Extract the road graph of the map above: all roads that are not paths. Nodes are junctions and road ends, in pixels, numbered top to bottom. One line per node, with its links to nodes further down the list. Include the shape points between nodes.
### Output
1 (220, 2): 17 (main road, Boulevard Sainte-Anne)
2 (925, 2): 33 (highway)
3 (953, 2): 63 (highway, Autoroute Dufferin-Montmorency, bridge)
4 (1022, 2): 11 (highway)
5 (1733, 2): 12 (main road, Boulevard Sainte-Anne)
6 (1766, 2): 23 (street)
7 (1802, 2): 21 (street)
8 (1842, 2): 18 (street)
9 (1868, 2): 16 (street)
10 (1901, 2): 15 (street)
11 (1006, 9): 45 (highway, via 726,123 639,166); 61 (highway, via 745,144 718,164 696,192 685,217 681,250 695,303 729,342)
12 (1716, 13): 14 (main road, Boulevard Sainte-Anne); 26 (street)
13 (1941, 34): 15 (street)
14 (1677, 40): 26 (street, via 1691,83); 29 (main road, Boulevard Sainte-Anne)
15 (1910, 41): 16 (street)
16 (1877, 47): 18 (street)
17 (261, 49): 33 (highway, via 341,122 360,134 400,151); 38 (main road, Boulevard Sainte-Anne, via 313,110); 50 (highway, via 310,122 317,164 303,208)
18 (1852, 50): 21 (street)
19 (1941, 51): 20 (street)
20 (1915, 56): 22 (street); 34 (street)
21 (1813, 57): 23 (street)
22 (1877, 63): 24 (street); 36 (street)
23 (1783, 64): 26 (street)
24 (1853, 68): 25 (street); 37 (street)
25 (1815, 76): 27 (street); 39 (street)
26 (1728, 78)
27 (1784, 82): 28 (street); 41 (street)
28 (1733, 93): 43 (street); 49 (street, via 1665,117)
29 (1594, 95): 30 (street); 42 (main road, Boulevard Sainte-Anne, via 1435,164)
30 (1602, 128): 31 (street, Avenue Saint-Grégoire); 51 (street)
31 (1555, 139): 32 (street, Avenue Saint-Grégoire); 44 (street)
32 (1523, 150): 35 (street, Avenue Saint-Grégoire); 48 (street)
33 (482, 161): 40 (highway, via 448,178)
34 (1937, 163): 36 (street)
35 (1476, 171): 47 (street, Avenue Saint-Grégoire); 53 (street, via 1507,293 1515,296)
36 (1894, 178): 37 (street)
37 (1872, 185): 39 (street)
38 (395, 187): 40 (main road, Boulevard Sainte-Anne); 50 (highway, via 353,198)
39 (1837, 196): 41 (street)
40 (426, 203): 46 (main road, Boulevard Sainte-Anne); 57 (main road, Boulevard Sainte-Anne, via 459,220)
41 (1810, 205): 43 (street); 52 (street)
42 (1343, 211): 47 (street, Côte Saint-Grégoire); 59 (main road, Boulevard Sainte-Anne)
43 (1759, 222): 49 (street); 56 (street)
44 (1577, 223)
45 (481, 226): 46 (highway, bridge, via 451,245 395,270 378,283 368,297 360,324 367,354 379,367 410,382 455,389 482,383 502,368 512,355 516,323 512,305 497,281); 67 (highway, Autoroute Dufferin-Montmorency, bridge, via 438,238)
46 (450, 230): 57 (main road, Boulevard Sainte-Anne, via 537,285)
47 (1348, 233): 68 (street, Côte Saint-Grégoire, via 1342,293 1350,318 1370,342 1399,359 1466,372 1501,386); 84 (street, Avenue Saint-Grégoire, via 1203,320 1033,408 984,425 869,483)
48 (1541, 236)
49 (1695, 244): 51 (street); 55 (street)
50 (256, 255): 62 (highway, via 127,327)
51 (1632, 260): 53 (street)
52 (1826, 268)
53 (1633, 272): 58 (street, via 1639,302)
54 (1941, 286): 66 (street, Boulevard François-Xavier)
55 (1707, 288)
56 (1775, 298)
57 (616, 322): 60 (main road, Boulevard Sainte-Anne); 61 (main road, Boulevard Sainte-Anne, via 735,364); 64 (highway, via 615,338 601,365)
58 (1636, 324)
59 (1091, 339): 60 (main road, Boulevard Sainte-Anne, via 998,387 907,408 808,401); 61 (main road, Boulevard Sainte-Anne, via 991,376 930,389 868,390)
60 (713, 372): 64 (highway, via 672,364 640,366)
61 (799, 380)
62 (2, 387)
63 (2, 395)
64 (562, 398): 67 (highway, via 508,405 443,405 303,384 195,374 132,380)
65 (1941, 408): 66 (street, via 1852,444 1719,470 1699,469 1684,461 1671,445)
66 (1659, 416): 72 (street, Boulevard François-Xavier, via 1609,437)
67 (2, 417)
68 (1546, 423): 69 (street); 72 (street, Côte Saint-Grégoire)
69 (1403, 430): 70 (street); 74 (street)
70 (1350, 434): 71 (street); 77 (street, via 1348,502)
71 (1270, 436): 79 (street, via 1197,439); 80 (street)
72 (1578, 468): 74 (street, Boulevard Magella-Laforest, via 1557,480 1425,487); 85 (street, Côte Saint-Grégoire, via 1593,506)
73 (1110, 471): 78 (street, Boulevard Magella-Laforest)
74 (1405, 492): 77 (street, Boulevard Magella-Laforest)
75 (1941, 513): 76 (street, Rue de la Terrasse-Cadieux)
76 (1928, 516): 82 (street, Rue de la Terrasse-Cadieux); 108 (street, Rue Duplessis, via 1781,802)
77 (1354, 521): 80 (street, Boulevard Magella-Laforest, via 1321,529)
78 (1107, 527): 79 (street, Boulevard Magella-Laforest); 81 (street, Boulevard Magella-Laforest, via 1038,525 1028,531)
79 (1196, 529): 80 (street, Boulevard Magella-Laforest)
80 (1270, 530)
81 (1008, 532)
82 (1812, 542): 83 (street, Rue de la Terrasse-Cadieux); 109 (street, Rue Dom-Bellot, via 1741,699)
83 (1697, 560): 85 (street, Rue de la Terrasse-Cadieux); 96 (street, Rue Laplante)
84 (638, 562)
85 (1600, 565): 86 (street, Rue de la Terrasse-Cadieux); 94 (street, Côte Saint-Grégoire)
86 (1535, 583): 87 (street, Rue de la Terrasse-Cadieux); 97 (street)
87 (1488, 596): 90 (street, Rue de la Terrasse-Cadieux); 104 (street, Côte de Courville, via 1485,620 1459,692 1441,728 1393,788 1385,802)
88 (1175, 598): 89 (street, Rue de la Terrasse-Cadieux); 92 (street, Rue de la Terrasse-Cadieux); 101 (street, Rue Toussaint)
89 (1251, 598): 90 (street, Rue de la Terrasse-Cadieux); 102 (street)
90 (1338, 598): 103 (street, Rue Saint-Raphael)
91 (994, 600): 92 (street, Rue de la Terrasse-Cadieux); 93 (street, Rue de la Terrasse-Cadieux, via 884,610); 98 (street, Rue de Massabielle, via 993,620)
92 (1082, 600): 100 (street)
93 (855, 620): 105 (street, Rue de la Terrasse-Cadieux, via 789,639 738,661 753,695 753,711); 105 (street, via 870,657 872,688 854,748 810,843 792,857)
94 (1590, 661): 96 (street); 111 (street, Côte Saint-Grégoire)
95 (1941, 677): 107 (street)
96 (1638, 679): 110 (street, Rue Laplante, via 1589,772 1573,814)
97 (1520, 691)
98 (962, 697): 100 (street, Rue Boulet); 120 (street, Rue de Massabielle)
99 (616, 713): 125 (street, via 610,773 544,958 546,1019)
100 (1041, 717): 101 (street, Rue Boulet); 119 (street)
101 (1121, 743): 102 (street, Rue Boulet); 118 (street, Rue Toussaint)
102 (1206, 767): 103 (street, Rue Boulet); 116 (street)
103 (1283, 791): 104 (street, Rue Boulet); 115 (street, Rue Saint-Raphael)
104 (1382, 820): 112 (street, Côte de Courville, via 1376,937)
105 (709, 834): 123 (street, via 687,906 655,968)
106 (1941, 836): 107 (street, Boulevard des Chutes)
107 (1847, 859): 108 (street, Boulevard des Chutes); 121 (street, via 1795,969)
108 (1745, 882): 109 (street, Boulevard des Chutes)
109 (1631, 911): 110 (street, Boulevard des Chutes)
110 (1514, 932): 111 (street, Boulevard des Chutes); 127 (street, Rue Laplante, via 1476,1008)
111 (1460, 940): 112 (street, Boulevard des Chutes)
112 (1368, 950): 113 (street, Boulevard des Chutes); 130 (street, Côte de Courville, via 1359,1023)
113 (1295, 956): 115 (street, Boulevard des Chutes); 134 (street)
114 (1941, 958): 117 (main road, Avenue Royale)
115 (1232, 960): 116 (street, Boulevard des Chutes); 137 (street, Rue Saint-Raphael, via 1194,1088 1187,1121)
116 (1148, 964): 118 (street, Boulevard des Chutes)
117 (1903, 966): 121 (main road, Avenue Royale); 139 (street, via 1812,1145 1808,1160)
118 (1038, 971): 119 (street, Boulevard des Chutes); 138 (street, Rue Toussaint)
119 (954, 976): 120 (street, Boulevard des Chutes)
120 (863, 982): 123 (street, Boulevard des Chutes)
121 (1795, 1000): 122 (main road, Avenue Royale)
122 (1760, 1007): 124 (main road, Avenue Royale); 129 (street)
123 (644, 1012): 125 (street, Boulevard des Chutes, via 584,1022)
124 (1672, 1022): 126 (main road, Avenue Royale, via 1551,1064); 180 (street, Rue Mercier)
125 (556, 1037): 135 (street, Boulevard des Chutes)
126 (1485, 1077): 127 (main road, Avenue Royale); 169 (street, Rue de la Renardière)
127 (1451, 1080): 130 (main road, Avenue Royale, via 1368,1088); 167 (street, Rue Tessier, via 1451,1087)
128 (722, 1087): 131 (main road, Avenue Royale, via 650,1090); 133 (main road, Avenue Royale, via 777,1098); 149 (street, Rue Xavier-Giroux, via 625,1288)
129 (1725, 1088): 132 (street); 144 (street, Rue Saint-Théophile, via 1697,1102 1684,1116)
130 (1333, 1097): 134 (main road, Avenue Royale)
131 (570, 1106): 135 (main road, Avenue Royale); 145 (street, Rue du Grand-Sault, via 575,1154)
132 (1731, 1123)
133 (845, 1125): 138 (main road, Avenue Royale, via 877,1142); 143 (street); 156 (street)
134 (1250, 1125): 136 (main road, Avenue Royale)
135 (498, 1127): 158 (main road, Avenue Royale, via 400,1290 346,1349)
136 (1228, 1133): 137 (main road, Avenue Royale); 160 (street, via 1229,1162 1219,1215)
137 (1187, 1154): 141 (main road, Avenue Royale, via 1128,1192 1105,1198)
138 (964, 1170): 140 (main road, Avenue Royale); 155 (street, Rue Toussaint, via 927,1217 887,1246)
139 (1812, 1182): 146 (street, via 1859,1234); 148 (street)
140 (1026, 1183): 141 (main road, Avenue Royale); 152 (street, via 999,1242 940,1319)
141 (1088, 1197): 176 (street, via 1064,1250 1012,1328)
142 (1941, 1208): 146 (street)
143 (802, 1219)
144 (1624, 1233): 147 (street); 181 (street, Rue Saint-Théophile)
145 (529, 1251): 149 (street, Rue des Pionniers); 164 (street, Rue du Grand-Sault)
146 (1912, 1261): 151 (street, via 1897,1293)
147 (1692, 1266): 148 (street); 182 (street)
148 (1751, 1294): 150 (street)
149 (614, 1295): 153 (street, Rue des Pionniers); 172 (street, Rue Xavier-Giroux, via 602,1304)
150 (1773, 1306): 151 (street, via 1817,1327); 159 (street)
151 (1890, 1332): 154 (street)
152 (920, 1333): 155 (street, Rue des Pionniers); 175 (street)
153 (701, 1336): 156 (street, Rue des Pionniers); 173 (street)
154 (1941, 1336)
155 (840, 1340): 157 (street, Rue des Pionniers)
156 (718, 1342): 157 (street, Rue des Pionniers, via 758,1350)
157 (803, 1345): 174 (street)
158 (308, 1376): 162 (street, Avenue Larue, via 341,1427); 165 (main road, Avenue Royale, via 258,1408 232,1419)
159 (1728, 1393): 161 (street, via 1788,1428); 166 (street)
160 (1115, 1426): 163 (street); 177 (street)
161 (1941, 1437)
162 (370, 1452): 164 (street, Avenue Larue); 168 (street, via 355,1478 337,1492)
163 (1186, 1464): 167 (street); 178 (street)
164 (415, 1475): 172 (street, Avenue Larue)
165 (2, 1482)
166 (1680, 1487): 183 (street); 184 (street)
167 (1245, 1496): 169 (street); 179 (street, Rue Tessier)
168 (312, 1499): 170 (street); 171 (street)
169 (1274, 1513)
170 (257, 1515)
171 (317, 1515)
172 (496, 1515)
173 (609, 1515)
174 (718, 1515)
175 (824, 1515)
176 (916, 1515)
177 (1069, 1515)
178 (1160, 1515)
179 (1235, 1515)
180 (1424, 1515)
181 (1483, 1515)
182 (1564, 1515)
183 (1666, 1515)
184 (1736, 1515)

--

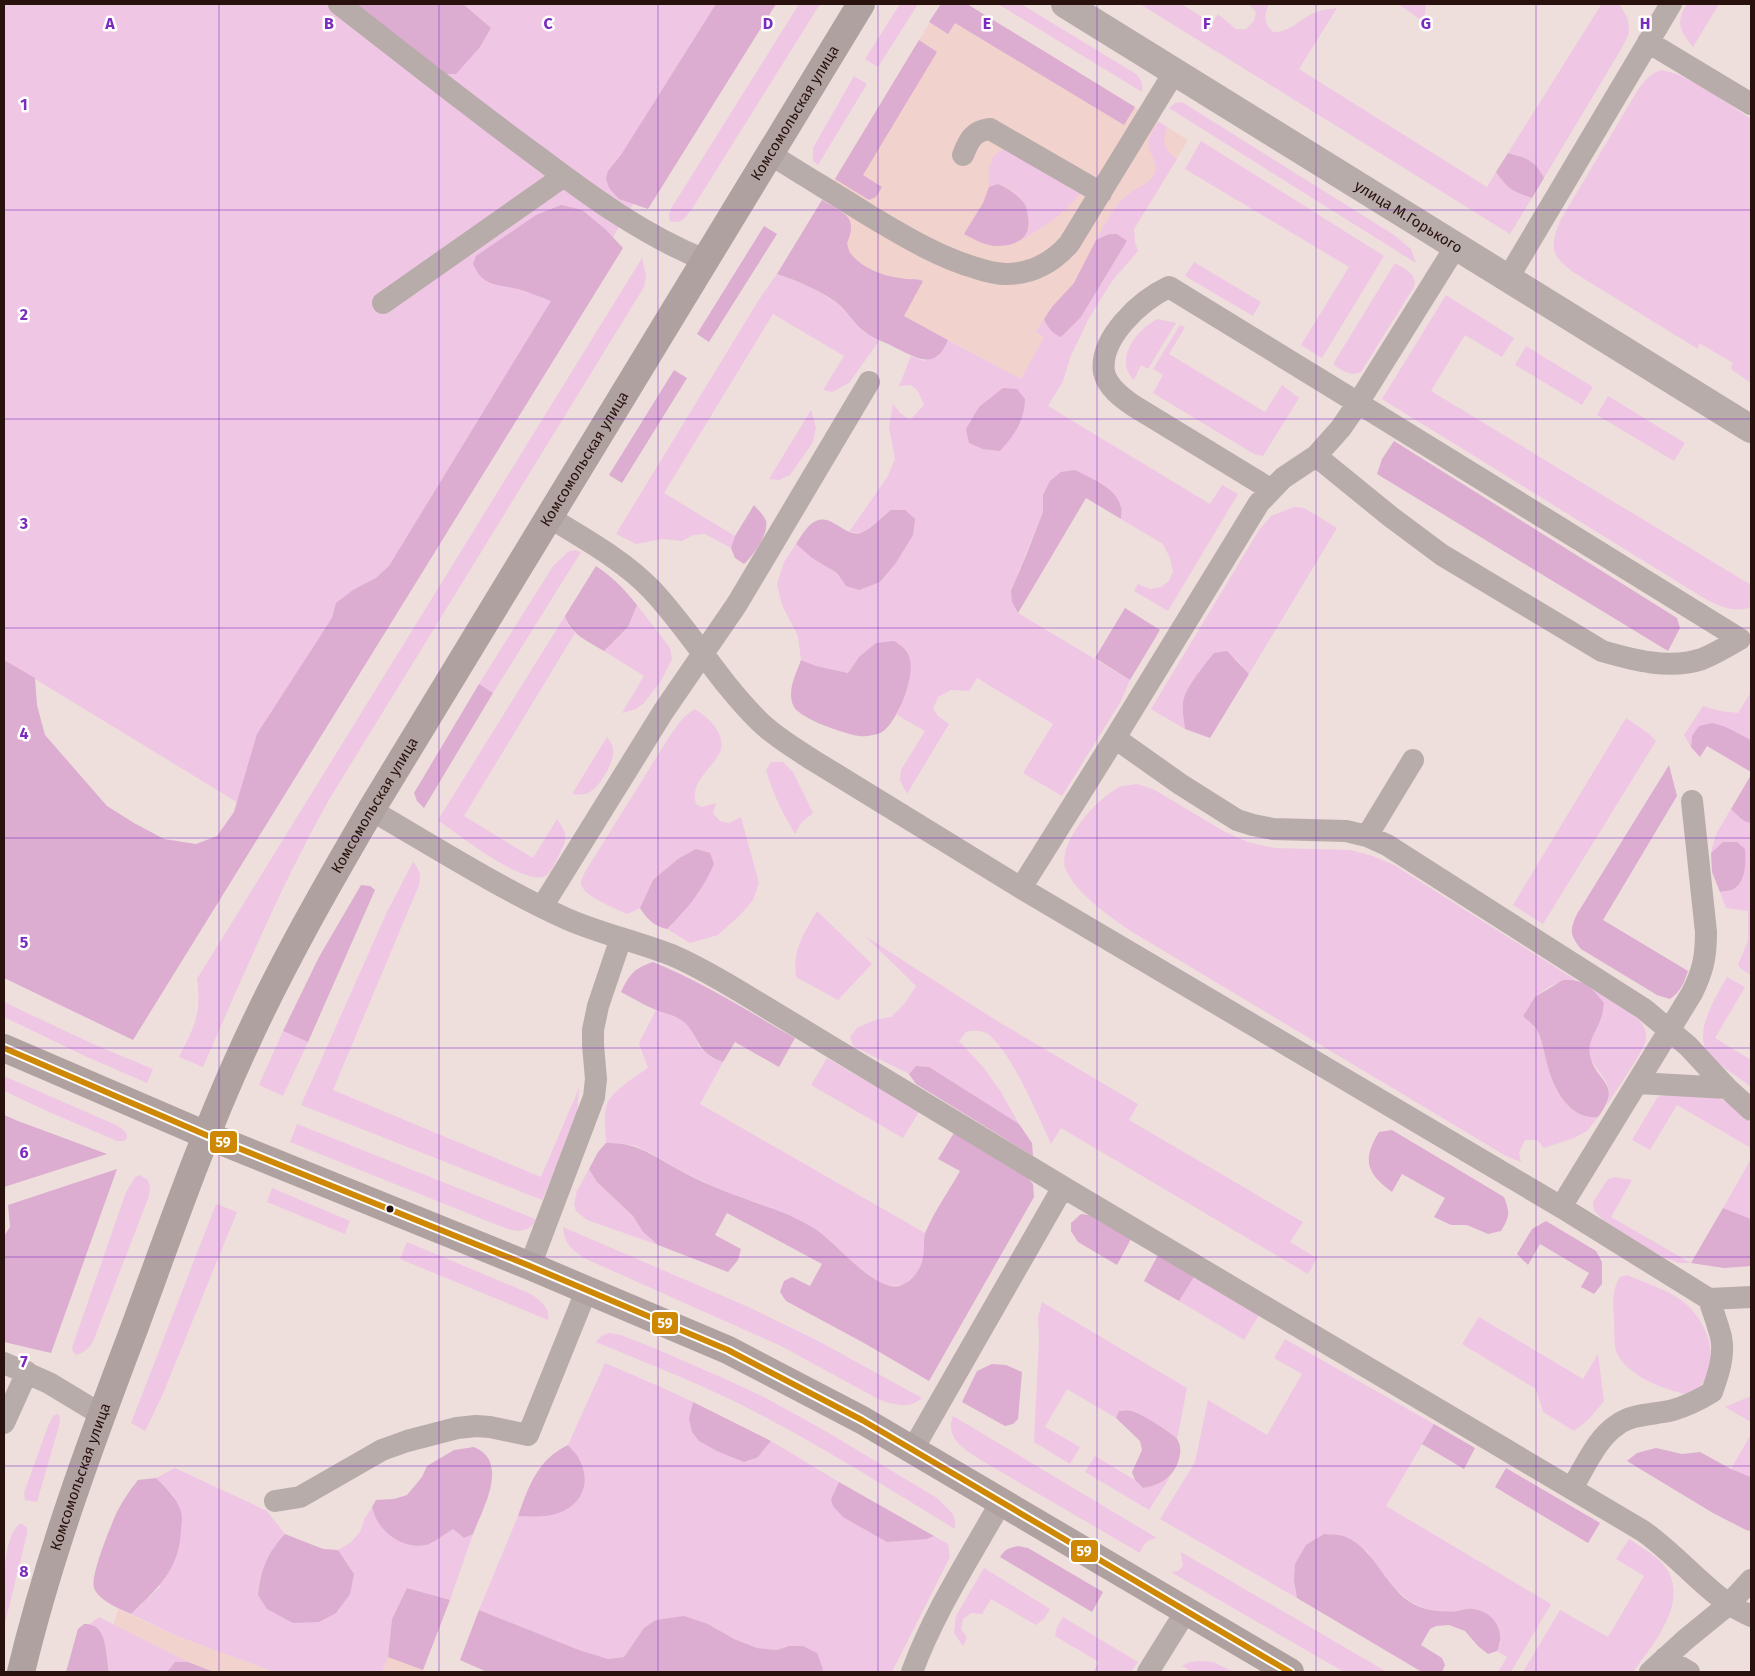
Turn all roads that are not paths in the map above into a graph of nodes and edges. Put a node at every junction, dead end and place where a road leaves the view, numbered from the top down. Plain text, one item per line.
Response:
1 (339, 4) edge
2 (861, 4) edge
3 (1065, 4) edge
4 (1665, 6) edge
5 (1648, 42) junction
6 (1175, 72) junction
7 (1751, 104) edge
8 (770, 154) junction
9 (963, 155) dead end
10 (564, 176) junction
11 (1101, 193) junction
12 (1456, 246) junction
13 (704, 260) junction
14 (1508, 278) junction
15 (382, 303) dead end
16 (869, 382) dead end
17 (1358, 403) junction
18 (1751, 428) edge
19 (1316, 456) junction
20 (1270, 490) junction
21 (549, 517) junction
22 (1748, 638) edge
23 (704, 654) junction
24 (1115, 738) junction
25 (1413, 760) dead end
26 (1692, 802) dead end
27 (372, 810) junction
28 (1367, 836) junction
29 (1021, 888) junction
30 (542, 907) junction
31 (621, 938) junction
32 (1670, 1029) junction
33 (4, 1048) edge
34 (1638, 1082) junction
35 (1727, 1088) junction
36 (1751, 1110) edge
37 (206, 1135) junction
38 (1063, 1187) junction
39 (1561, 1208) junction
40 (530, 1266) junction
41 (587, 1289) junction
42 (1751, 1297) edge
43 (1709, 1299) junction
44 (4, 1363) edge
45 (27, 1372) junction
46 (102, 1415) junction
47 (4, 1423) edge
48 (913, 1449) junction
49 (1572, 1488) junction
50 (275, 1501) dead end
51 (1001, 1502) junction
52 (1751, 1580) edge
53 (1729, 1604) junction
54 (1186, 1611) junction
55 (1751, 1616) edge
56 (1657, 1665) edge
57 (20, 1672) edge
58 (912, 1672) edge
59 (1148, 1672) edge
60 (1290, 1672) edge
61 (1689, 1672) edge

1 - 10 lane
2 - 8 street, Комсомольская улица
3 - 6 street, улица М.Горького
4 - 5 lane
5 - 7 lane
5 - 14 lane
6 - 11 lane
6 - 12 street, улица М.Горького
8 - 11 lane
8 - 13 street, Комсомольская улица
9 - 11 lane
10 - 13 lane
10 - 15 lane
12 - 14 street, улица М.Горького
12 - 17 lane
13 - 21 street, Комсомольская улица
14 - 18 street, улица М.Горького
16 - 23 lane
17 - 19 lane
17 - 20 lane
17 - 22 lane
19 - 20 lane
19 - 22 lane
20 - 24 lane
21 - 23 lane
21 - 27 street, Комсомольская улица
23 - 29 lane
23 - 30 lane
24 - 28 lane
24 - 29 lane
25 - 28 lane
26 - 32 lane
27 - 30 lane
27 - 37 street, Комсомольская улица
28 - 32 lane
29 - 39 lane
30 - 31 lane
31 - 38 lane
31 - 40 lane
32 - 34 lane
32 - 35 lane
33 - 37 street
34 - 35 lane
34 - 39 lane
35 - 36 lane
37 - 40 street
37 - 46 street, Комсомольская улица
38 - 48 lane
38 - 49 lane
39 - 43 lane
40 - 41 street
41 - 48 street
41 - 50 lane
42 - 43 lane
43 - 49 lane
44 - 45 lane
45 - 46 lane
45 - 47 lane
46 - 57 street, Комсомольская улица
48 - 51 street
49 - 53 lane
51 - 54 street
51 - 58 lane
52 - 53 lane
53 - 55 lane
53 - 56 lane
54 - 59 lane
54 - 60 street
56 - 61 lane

*Problem description*. Return each line of the records above in which the word "numbered" occurs.

*Result for this exercise*.
Extract the road graph of the map above: all roads that are not paths. Nodes are junctions and road ends, in pixels, numbered top to bottom. One line per node, with its links to nodes further down the list. Include the shape points between nodes.
Turn all roads that are not paths in the map above into a graph of nodes and edges. Put a node at every junction, dead end and place where a road leaves the view, numbered from the top down. Plain text, one item per line.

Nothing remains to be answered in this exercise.